To help this, Flash is now by default allowing content on only the same server as the SWF movie to load in additional movies, media, or data. This means if you have your SWF file on http://www.youwebsite.com, but your Flash video is on media.yourwebsite.com, you cannot import the video into Flash. Equally, you cannot connect to a Web Service and pull/push the information into the Flash Player.
This does seem very restrictive. The protection Macromedia is providing, however, is that that you cannot have your Flash movie highjacked. The challenge you can probably see, however, is that you do not keep all of your content on one server. Particularly data that can be dispersed all over your company on different servers.
The solution is with the new Flash policy file. A policy file is an XML file you can place at the root of your Web server. The file allows Flash to load items for one or multiple different domains.
You must ensure that the policy file resides on the server you are linking to. If you do not, the Flash movie will not load the information.
Creating a policy file is not very hard. The entire document is an XML file. The best way to create a new policy file is to open your favorite text editor and create a new XML file called crossdomain.xml. It is very important that you name the file crossdomain.xml because it is a keyword name that Flash uses to look up policy files.

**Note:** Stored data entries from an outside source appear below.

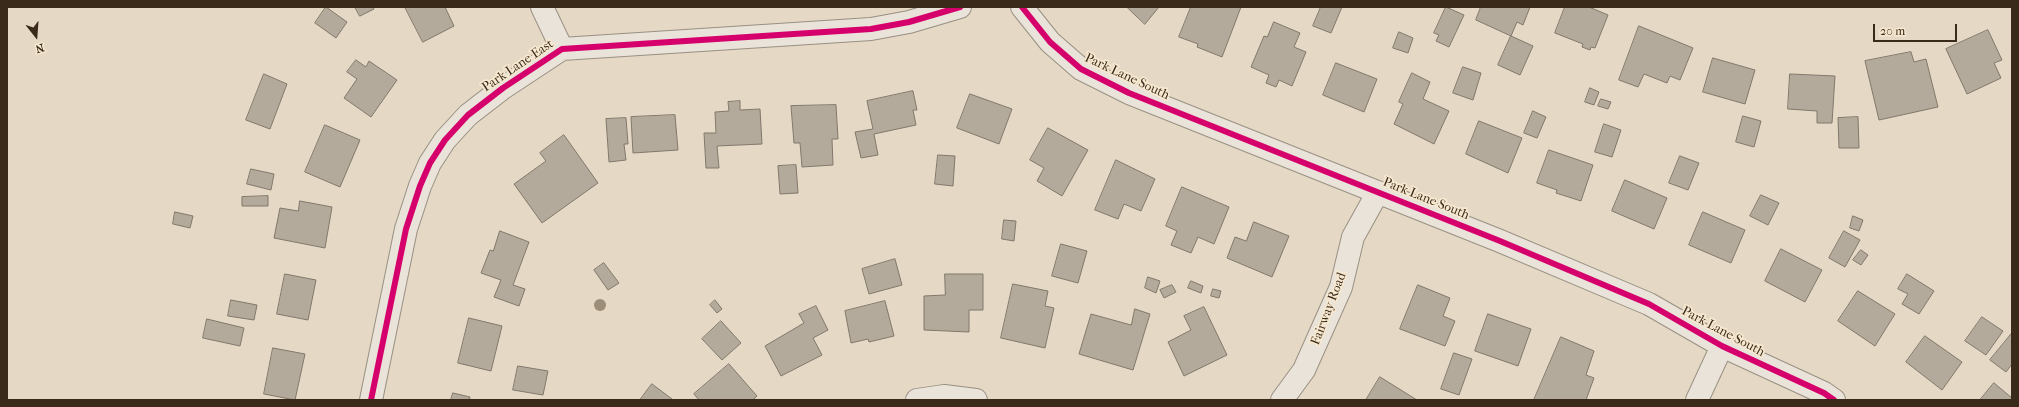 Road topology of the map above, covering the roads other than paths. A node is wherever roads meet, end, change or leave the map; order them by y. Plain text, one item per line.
1 (542, 7) edge
2 (960, 7) edge
3 (1022, 7) edge
4 (562, 48) junction
5 (1378, 192) junction
6 (1722, 346) junction
7 (371, 400) edge
8 (918, 400) edge
9 (976, 400) edge
10 (1282, 400) edge
11 (1697, 400) edge
12 (1834, 400) edge

1 - 4 street
2 - 4 street, Park Lane East
3 - 5 street, Park Lane South
4 - 7 street, Park Lane East
5 - 6 street, Park Lane South
5 - 10 street, Fairway Road
6 - 11 street
6 - 12 street, Park Lane South
8 - 9 street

Open the XML file and enter the following code:
<?xml version="1.0"?> <!-- http://www.informit.com/crossdomain.xml --> <cross-domain-policy> <allow-access-from domain="http://www.informit.com" /> <allow-access-from domain="*.informit.com" /> <allow-access-from domain="121.69.95.10" /> </cross-domain-policy>
The XML code here allows you to define which sections of your Web site are open to the public. To define it, you used the allow-access-from parameter. In the above example, the first parameter lets the Flash Player access content only on the InformIT Web site. Any other subsites, such as media.informit.com, will be ignored.
The second line allows access to *.informit.com, where the * is a wildcard that allows the Flash Player to link to any subdomain Web site.
The final allow-access-from parameter links directly to a computer's IP address.
If you want to open your entire site, you can do so easily by adding the crossdomain.xml to your site, but with no content. If there are no allow-access-from parameters set, the Flash Player will automatically set the entire domain and subdomains as fully accessible.
Using the policy file can become a problem with large public Web Services such as Google that do not have a Flash policy file. The way around this is to connect to the Web Service with either .NET, Java, or ColdFusion on the server and pass that onto the local file. Another way around the policy file is to run the Flash movie as a downloaded executable. The Flash movie is then running off your hard drive and not through your Web browser.
The end result is that you may have a little more work, but Flash is a more secure solution. As you develop more applications with Flash, you will be grateful that Macromedia is taking this initiative seriously.